Жена испугалась по-настоящему, отпрянула, я вскочил и вытолкал ее за дверь. А дверь запер и снова сел к столу. Хмель моментально соскочил с меня, когда я вновь принялся, уже гораздо внимательней рассматривать фотографии. Я тщательно протер глаза, разложил перед собой на письменном столе фотографии, на всякий случай надел очки с незначительной минусовой диоптрией, хотя для своего возраста мог вполне обходиться без них, но, чтобы четче видеть… И что же я увидел? Ужас охватил меня, я не верил своим глазам, своим очкам…
На фотографиях творилось что-то невообразимое. Вот наш молчун Ариф вцепился в волосы Тофика, вонзив ему вилку в глаз, рот Тофика широко открыт, он видимо, что-то кричит, в руках у него бутылка и он бьет ею Арифа по голове, осколки летят в стороны, кровь из глаза Тофика хлещет так, что страшно прикасаться к этой цветной фотографии, до того все натурально, что кажется, кровь сейчас из фотографии брызнет на стол, на мои руки, в которых я держу фото, содрогаясь от ужаса и отвращения. Я взял другое фото. На ней близнецы Сеймур и Теймур перерезали горло Зохрабу, Сеймур держал за волосы голову своей жертвы, запрокидывая ее назад, чтобы брату-близнецу было бы сподручнее
резать, а Теймур с жуткой, сладострастной улыбкой на круглом лице, резал горло товарища по застолью, как режут барана. Я отложил фото, взял другое. На нем Марат вцепился зубами в ухо Тариэлю, тот яростно с хищным выражением на лице сопротивляется, вонзив нож в живот врага. А вот и я на следующем фото. Я сзади вонзаю нож в спину Теймуру, перерезающему горло Зохрабу. Тот от неожиданности даже не успевает поменять выражения лица – выражения сладострастного убийцы, получающего дикое наслаждение при виде крови своей жертвы. Но тихо подкравшись сзади, Акиф бьет меня по голове тяжелой пепельницей, из головы моей хлещет яркая густая струя крови… Я внимательно смотрел на фотографии, стараясь понять, как это произошло, что это за фокус, уж не оптический ли это обман? – потом так ничего и не поняв, в отвращении отшвырнул от себя все фото. Они рассыпались по полу, я уже не в силах был поднимать их, и как был за столом, так и заснул, положив голову на руку, крайне утомленный от пьянства и потрясших меня за последние пол часа впечатлений от полученных в подарок фотографий.

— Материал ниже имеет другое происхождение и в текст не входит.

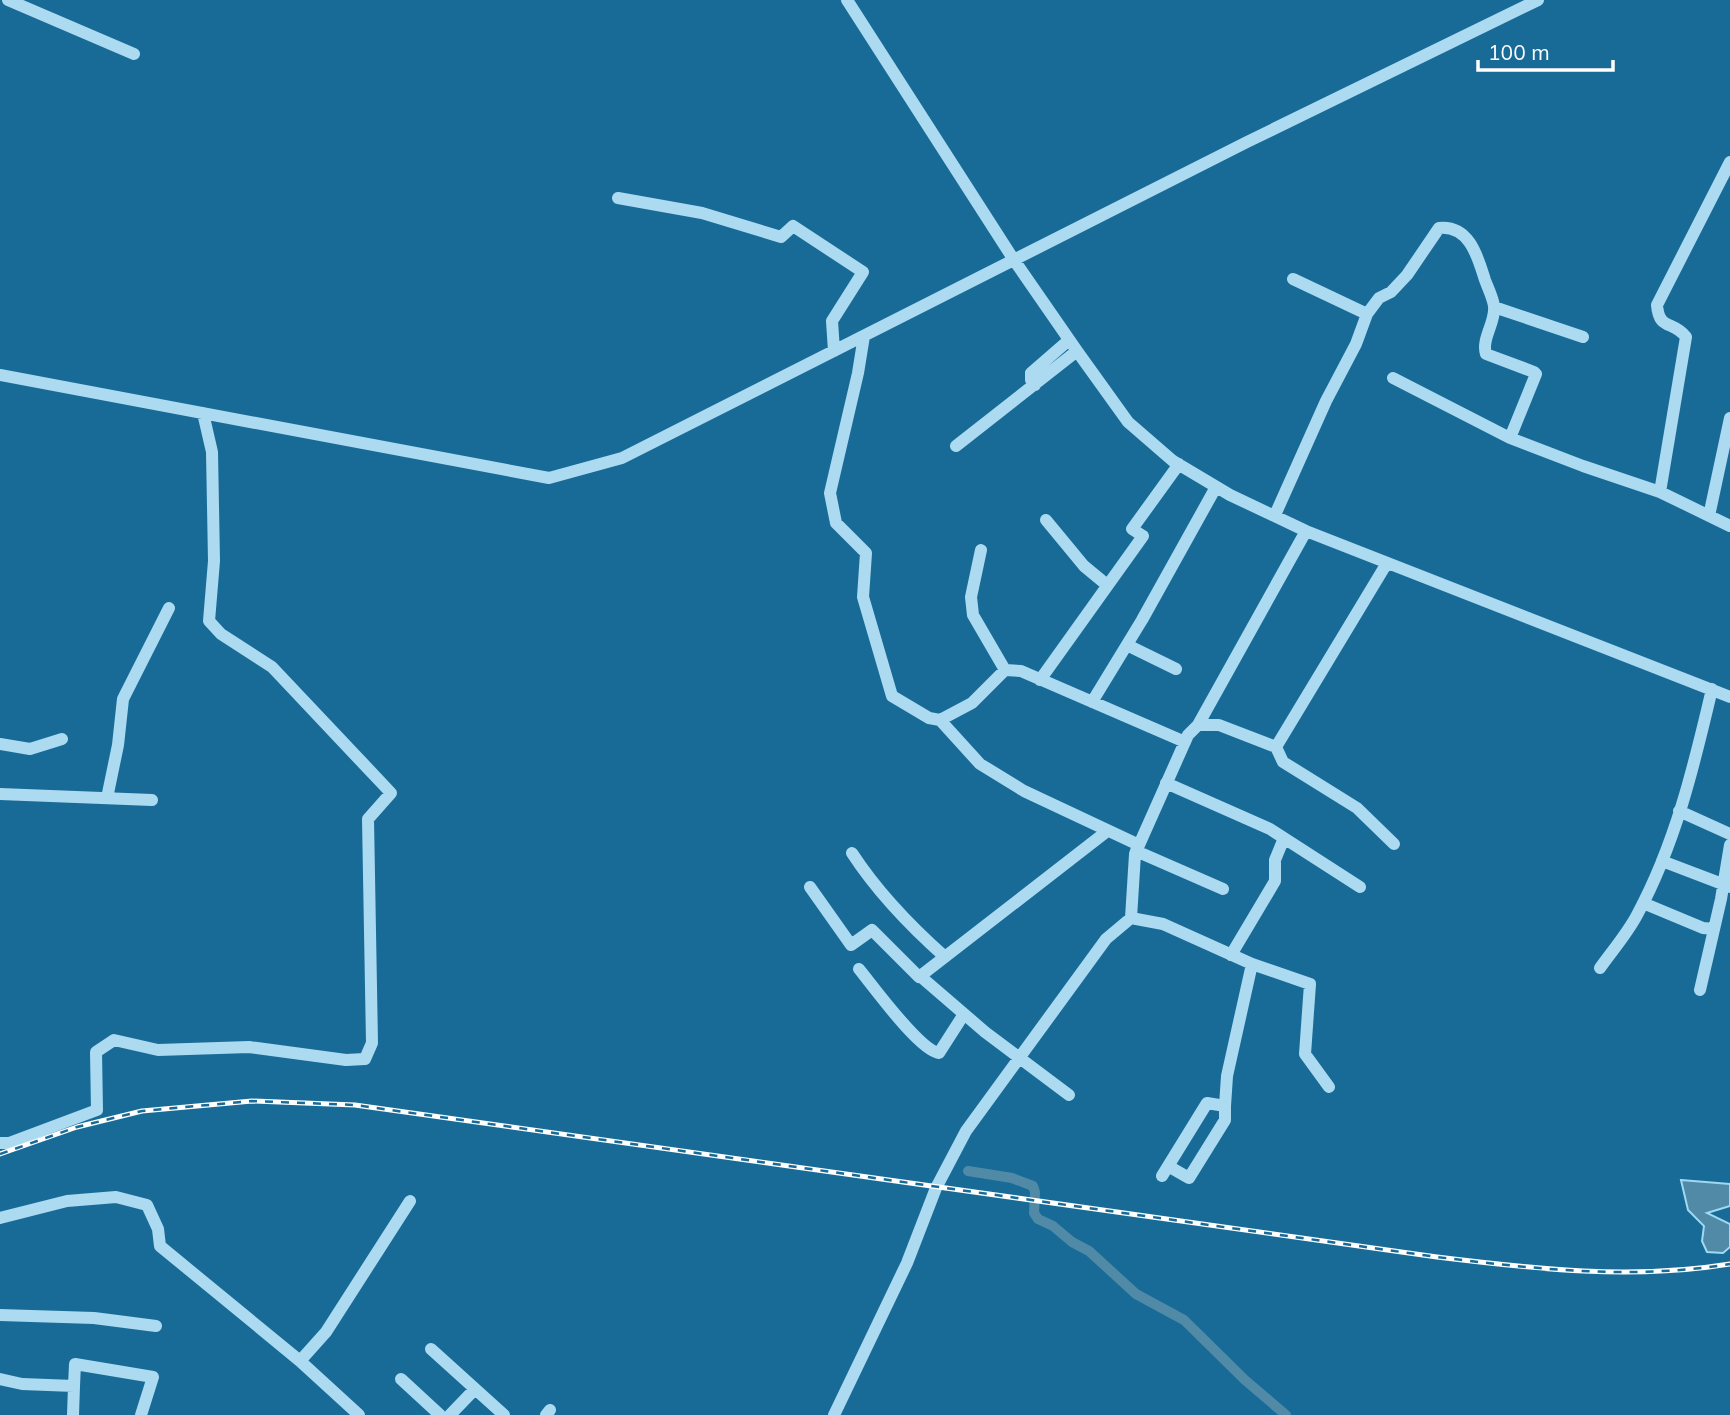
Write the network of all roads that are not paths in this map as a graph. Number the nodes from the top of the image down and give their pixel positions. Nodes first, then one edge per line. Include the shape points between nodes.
1 (8, 0) edge
2 (847, 0) edge
3 (1538, 0) edge
4 (134, 54) dead end
5 (1730, 162) edge
6 (618, 198) dead end
7 (1014, 260) junction
8 (1293, 279) dead end
9 (1494, 306) junction
10 (1367, 314) junction
11 (863, 336) junction
12 (1583, 337) dead end
13 (1073, 345) junction
14 (834, 351) junction
15 (0, 374) edge
16 (1393, 378) dead end
17 (203, 413) junction
18 (1730, 418) edge
19 (1510, 438) junction
20 (956, 446) dead end
21 (1179, 464) junction
22 (1216, 487) junction
23 (1660, 492) junction
24 (1275, 515) junction
25 (1709, 516) junction
26 (1046, 520) dead end
27 (1730, 526) edge
28 (1306, 531) junction
29 (981, 550) dead end
30 (1387, 563) junction
31 (1107, 585) junction
32 (169, 608) dead end
33 (1127, 646) junction
34 (1176, 669) dead end
35 (1005, 670) junction
36 (1041, 680) junction
37 (1712, 690) junction
38 (1730, 696) edge
39 (1092, 702) junction
40 (940, 720) junction
41 (1198, 725) junction
42 (62, 739) dead end
43 (1185, 741) junction
44 (0, 744) edge
45 (1276, 747) junction
46 (1166, 783) junction
47 (0, 794) edge
48 (107, 798) junction
49 (152, 800) dead end
50 (1679, 811) junction
51 (1107, 832) junction
52 (1730, 834) edge
53 (1284, 838) junction
54 (1394, 844) dead end
55 (1730, 845) edge
56 (1137, 848) junction
57 (852, 853) dead end
58 (1662, 861) junction
59 (1727, 886) edge
60 (810, 887) dead end
61 (1360, 887) dead end
62 (1223, 889) dead end
63 (1643, 903) junction
64 (1131, 918) junction
65 (1714, 929) junction
66 (1230, 954) junction
67 (945, 957) junction
68 (1252, 964) junction
69 (1600, 968) dead end
70 (859, 969) dead end
71 (920, 976) junction
72 (1700, 990) dead end
73 (964, 1014) junction
74 (1019, 1058) junction
75 (1329, 1087) dead end
76 (1069, 1095) dead end
77 (1224, 1106) junction
78 (0, 1143) edge
79 (410, 1201) dead end
80 (0, 1219) edge
81 (0, 1315) edge
82 (156, 1326) dead end
83 (431, 1349) dead end
84 (300, 1361) junction
85 (0, 1379) edge
86 (401, 1380) dead end
87 (74, 1386) junction
88 (475, 1389) junction
89 (72, 1415) edge
90 (141, 1415) edge
91 (359, 1415) edge
92 (440, 1415) edge
93 (450, 1415) edge
94 (505, 1415) edge
95 (834, 1415) edge

1 - 4 street
2 - 7 street
3 - 7 street
5 - 23 street via 1657,305 1662,323 1686,337
6 - 14 street via 702,213 781,237 793,226 863,272 832,321
7 - 11 street
7 - 13 street
8 - 10 street
9 - 10 street via 1474,249 1464,236 1447,227 1439,228 1407,275
9 - 12 street
9 - 19 street via 1485,351 1535,374
10 - 24 street
11 - 14 street
11 - 40 street via 830,493 836,523 866,553 863,597 892,696
13 - 20 street via 1031,373 1035,385
13 - 21 street via 1128,422
14 - 17 street via 622,458 549,478
15 - 17 street
16 - 19 street
17 - 78 street via 212,452 214,561 209,621 272,667 391,793 368,819 372,1043 365,1059 346,1060 248,1047 158,1050 114,1040 96,1052 97,1110
18 - 25 street
19 - 23 street
21 - 22 street
21 - 31 street via 1132,529 1143,537
22 - 24 street
22 - 33 street
23 - 25 street
24 - 28 street
25 - 27 street
26 - 31 street via 1084,566
28 - 30 street
28 - 41 street
29 - 35 street via 971,597 973,615
30 - 37 street
30 - 45 street
31 - 36 street
32 - 48 street via 123,699
33 - 34 street
33 - 39 street
35 - 36 street
35 - 40 street via 972,703
36 - 39 street
37 - 38 street
37 - 50 street
39 - 43 street
40 - 51 street via 980,764
41 - 43 street
41 - 45 street via 1219,725
42 - 44 street via 30,749
43 - 46 street
45 - 54 street via 1283,762 1357,808
46 - 53 street
46 - 56 street
47 - 48 street
48 - 49 street
50 - 52 street
50 - 58 street
51 - 56 street
51 - 67 street
53 - 61 street
53 - 66 street via 1275,860 1275,881
55 - 59 street
56 - 62 street
56 - 64 street
57 - 67 street via 904,920
58 - 59 street
58 - 63 street
59 - 65 street
60 - 71 street via 850,945 872,930
63 - 65 street
63 - 69 street
64 - 66 street via 1163,924
64 - 74 street via 1106,939
65 - 72 street
66 - 68 street
67 - 71 street
68 - 75 street via 1310,984 1305,1054
68 - 77 street
70 - 73 street via 934,1053 939,1053
71 - 73 street
73 - 74 street
74 - 76 street
74 - 95 street via 966,1131 936,1188
77 - 77 street via 1208,1103 1165,1171 1189,1178 1225,1120
79 - 84 street via 326,1332
80 - 84 street via 67,1201 116,1197 147,1205 160,1246
81 - 82 street via 94,1318
83 - 88 street
84 - 91 street
85 - 87 street
86 - 92 street
87 - 89 street
87 - 90 street via 75,1364 153,1377
88 - 93 street
88 - 94 street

Утром – было уже позднее утро, я посмотрел на часы, они показывали без чего-то одиннадцать – я проснулся с головной болью, разбитый и усталый, будто и не спал вовсе, протер глаза, стал смутно припоминать события прошедшего вечера, повертел головой, чтобы убедиться, что она все-таки есть, не убедился, и пошел умываться. Шагнув к двери, чтобы выйти из кабинета, я наткнулся на фотографии, рассыпанные по полу. Я нагнулся, охнув от боли в пояснице, подобрал их и аккуратно положил обратно в конверт, в котором они и лежали. Предварительно я мельком оглядел их все. Ребята веселы, улыбаются, поднимают бокалы, что-то кричат, стараясь перекричать друг друга, целуются, вот и я на фото, меня целуют близнецы, а вот молчун Ариф обнимается с Тариэлем, признаются друг другу в вечной любви и дружбе, Марат наливает водку в подставленную рюмку Тофика, оба улыбаются мягкими, доброжелательными улыбками. Я тоже невольно улыбнулся. Повезло мне в жизни – хорошие ребята, отличные друзья. Прекрасная у нас компания старых друзей. И я с фотографиями в руке вышел из комнаты, чтобы показать их жене.